Most cameras read DX codes with conduction sensors (i.e. pins that make contact and carry a small current), not optically. I have one I routinely fool into exposing bulk-loaded Tri-X at EI 1600 using a piece of aluminum foil. If the black coating on the cassette's DX area was thin, worn, or damaged, it's possible the sensor pins might have made contact where they were meant to read "open", causing the camera to misread the code. If you see this happening with a new roll, it's possible (assuming you can rewind the leader without pulling it back inside the cassette, or have a tool to retrieve the leader afterward) to unload and put tape over the black areas of the cassette and get a correct reading; it's also possible to *change* the DX code by scraping off black or putting tape over silver, in case you want/need to change the way your camera exposed a particular film.

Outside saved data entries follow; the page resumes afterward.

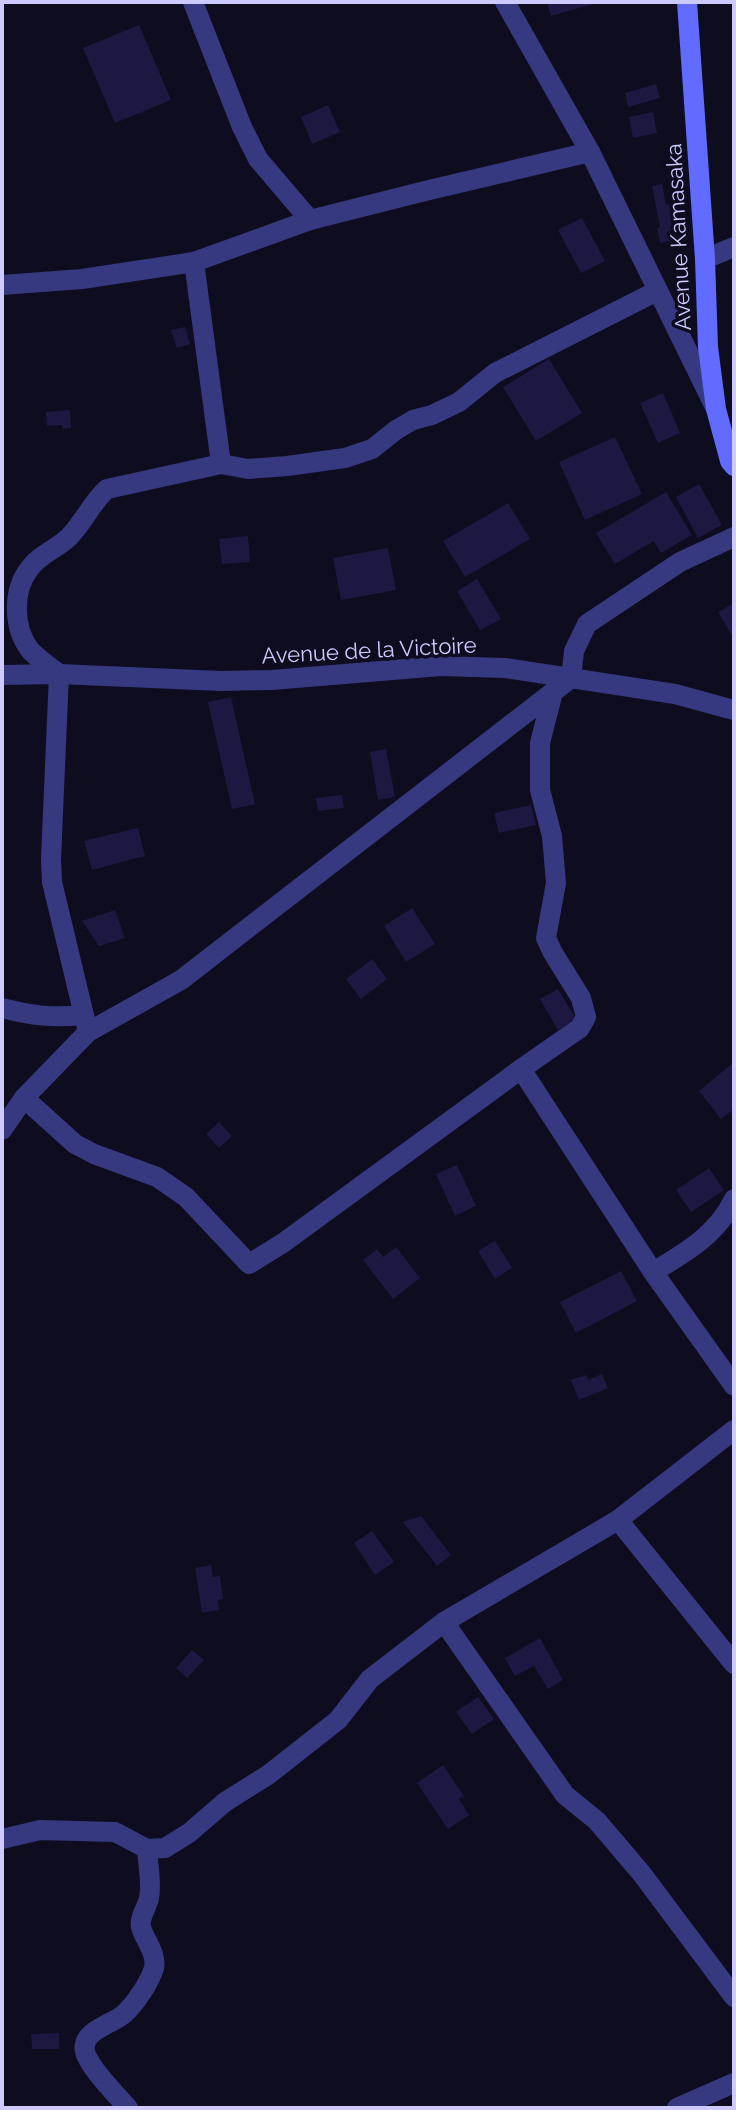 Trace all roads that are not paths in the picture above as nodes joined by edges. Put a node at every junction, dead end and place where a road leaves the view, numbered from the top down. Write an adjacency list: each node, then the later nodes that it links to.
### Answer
1 (193, 2): 5 (street)
2 (505, 2): 4 (street)
3 (687, 2): 7 (street, Avenue Kamasaka)
4 (590, 152): 5 (street); 10 (street)
5 (310, 220): 8 (street)
6 (734, 247): 7 (street)
7 (705, 259): 11 (street, Avenue Kamasaka)
8 (194, 262): 9 (street); 12 (street)
9 (2, 285)
10 (657, 291): 11 (street); 12 (street)
11 (716, 409): 13 (street, Avenue Kamasaka)
12 (221, 464): 15 (street)
13 (734, 466)
14 (734, 537): 17 (street)
15 (59, 674): 16 (street, Avenue de la Victoire); 17 (street, Avenue de la Victoire); 21 (street)
16 (2, 675)
17 (571, 678): 18 (street); 19 (street, Avenue de la Victoire)
18 (553, 692): 21 (street); 22 (street)
19 (734, 710)
20 (2, 1008): 21 (street)
21 (86, 1023): 23 (street)
22 (521, 1069): 23 (street); 26 (street)
23 (24, 1098): 24 (street)
24 (2, 1130)
25 (734, 1199): 26 (street)
26 (653, 1272): 27 (street)
27 (734, 1386)
28 (734, 1430): 29 (street)
29 (618, 1520): 30 (street); 31 (street)
30 (444, 1622): 33 (street); 34 (street)
31 (734, 1664)
32 (2, 1839): 33 (street)
33 (147, 1849): 36 (street)
34 (734, 1997)
35 (734, 2083): 37 (street)
36 (128, 2108)
37 (677, 2108)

Salvaging the ISO 100 film shot at 2500 is problematic -- that's 4 2/3 stops, and I'd be amazed if it was even possible to push APX 100 that far. Best you can do, if it's not possible to reshoot, is develop in the hottest soup you can find for as long as won't cause too much fog, and then try to save the images with high contrast printing or scanning. Yes, it'll be grainy, and there won't be anything in the shadows, and any bright highlights will be completely blocked up. Nothing's likely to change that...

FWIW, I've pushed Tri-X almost this far (TXT 320, accidentally exposed through the base -- developed to EI 5000, to compensate for a real speed when backward in the holder of about EI 16, later reproduced with 35 mm Tri-X 400 as well) using a home-concocted developer made up from HC-110, Dektol, and a couple common household chemicals, but I'd be amazed if you can get APX 100 to push more than about three stops even with this Super Soup.